Start of RECORDS SUPPLIED

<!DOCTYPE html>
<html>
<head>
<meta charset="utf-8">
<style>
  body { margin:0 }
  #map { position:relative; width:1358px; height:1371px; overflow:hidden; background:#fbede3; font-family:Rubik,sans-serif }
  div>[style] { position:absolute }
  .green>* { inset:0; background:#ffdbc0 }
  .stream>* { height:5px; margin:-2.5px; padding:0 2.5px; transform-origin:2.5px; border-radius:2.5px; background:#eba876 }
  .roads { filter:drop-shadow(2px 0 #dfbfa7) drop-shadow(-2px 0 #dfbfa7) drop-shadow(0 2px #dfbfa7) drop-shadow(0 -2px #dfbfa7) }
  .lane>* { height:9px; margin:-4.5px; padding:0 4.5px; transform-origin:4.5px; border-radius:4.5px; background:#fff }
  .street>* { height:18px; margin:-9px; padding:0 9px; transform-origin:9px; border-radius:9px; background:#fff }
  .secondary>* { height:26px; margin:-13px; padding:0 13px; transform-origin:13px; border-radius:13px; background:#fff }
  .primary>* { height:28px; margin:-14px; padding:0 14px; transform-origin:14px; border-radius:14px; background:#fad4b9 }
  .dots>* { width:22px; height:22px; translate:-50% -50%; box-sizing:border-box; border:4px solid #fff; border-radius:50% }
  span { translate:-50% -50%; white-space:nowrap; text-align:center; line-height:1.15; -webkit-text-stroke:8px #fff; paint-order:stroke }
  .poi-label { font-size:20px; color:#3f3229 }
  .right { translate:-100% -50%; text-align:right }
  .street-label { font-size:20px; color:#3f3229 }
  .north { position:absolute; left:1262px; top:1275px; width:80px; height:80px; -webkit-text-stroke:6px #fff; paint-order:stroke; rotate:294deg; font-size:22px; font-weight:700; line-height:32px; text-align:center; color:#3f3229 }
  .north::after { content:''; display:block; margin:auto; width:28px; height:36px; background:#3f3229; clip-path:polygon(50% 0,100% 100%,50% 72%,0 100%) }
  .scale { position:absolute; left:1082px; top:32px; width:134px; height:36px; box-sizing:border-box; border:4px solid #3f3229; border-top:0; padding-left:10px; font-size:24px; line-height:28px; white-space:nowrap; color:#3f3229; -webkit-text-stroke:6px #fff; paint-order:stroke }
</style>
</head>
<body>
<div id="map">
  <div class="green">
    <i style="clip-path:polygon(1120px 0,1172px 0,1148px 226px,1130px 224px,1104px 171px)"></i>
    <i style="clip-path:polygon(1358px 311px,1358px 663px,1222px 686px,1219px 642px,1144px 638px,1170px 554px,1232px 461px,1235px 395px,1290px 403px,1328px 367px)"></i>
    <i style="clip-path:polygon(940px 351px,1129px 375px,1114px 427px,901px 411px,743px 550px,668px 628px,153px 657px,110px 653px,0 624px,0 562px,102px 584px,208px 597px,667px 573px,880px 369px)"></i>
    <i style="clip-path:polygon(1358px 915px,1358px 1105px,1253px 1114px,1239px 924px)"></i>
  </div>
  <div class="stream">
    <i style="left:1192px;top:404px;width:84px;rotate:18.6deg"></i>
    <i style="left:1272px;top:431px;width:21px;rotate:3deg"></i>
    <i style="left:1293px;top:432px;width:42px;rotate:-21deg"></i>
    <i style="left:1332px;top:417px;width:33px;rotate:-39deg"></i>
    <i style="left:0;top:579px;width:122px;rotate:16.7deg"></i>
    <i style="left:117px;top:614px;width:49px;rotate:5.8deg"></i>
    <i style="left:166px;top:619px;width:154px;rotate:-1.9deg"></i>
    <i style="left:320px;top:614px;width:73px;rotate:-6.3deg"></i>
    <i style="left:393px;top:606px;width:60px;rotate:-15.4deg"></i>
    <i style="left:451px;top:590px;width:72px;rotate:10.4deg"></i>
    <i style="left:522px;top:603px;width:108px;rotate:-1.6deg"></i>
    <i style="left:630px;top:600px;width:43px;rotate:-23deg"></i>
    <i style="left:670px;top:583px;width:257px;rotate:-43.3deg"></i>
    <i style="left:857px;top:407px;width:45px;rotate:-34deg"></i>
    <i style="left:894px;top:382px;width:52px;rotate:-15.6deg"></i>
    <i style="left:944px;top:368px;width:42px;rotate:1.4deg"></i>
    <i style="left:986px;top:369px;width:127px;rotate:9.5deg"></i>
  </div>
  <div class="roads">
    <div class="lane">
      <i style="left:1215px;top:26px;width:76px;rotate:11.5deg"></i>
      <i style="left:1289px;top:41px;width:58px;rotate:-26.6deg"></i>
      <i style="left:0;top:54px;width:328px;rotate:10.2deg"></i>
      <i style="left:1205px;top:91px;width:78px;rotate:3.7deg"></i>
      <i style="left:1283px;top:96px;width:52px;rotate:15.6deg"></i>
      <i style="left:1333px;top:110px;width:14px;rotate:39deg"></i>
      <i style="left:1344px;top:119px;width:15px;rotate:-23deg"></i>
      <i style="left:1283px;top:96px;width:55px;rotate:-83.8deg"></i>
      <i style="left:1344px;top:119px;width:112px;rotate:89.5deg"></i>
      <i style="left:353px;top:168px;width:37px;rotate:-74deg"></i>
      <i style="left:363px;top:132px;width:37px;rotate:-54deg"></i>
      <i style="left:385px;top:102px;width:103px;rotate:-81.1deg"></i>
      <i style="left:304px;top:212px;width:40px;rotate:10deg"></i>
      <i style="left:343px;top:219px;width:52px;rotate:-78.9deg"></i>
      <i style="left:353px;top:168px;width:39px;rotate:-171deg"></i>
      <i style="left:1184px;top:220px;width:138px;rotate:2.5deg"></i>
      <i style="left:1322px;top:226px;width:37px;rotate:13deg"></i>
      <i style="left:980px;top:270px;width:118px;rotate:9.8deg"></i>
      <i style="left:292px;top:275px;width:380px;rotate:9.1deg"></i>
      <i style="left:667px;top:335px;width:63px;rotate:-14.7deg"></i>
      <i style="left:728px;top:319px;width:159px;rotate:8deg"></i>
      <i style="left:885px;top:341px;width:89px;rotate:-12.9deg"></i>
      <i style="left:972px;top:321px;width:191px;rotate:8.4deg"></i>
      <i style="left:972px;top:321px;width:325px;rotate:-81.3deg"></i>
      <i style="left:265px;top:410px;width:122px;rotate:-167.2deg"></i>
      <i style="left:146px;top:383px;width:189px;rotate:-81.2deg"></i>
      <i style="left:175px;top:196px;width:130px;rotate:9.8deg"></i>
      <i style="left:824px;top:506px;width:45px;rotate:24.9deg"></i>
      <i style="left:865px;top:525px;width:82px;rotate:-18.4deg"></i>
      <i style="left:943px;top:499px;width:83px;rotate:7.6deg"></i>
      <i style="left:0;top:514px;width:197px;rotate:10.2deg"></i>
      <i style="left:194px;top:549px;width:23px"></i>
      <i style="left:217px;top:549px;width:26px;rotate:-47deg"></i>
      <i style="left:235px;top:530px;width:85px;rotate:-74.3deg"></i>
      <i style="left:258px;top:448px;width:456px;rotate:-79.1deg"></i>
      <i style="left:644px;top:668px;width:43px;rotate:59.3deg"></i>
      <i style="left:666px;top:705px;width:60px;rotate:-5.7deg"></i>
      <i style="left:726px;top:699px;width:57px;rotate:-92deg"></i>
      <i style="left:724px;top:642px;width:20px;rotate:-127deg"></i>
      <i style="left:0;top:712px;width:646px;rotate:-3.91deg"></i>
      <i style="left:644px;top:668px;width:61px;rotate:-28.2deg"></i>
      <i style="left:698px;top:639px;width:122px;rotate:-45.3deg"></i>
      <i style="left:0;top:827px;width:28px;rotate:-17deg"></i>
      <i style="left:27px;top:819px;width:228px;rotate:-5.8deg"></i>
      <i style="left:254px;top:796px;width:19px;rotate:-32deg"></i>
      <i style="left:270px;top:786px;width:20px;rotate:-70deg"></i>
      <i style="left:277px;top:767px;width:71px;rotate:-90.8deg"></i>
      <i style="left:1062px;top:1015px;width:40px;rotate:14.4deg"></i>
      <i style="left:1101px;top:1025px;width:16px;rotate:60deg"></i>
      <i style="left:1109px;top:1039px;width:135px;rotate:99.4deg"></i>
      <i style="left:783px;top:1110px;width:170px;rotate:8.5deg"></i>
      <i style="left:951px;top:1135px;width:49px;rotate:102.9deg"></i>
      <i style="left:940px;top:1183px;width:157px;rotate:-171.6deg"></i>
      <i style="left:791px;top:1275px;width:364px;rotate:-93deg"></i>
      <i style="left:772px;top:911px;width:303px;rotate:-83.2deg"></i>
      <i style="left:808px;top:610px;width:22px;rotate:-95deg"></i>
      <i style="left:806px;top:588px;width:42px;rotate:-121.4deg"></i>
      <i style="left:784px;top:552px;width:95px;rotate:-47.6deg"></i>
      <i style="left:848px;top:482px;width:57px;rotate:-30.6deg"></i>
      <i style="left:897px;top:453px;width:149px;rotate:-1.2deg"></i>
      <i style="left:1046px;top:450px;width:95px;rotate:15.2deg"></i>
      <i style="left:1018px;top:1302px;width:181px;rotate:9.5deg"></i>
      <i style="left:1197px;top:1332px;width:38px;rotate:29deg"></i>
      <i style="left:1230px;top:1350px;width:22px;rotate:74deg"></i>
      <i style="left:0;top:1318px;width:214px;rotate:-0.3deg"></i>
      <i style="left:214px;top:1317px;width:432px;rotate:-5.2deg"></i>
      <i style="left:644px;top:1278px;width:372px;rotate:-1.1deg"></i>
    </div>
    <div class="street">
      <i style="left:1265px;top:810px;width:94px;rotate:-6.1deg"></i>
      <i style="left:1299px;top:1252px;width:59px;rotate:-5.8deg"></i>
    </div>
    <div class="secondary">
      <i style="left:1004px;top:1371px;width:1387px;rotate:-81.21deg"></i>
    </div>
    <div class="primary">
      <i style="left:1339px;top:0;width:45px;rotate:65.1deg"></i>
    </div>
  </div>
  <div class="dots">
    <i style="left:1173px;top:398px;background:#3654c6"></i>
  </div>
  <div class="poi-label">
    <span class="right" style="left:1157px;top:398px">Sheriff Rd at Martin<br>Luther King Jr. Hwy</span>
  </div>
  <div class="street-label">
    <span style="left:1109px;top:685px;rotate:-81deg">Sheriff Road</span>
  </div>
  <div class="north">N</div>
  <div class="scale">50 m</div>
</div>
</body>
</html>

End of RECORDS SUPPLIED

* _ASSIGNMENT_: Take the listing from its first line to the line containing "filter:drop-shadow(2px 0 #dfbfa7)". Reproduce those lines exactly and nothing else.

* _FINAL ANSWER_:
<!DOCTYPE html>
<html>
<head>
<meta charset="utf-8">
<style>
  body { margin:0 }
  #map { position:relative; width:1358px; height:1371px; overflow:hidden; background:#fbede3; font-family:Rubik,sans-serif }
  div>[style] { position:absolute }
  .green>* { inset:0; background:#ffdbc0 }
  .stream>* { height:5px; margin:-2.5px; padding:0 2.5px; transform-origin:2.5px; border-radius:2.5px; background:#eba876 }
  .roads { filter:drop-shadow(2px 0 #dfbfa7) drop-shadow(-2px 0 #dfbfa7) drop-shadow(0 2px #dfbfa7) drop-shadow(0 -2px #dfbfa7) }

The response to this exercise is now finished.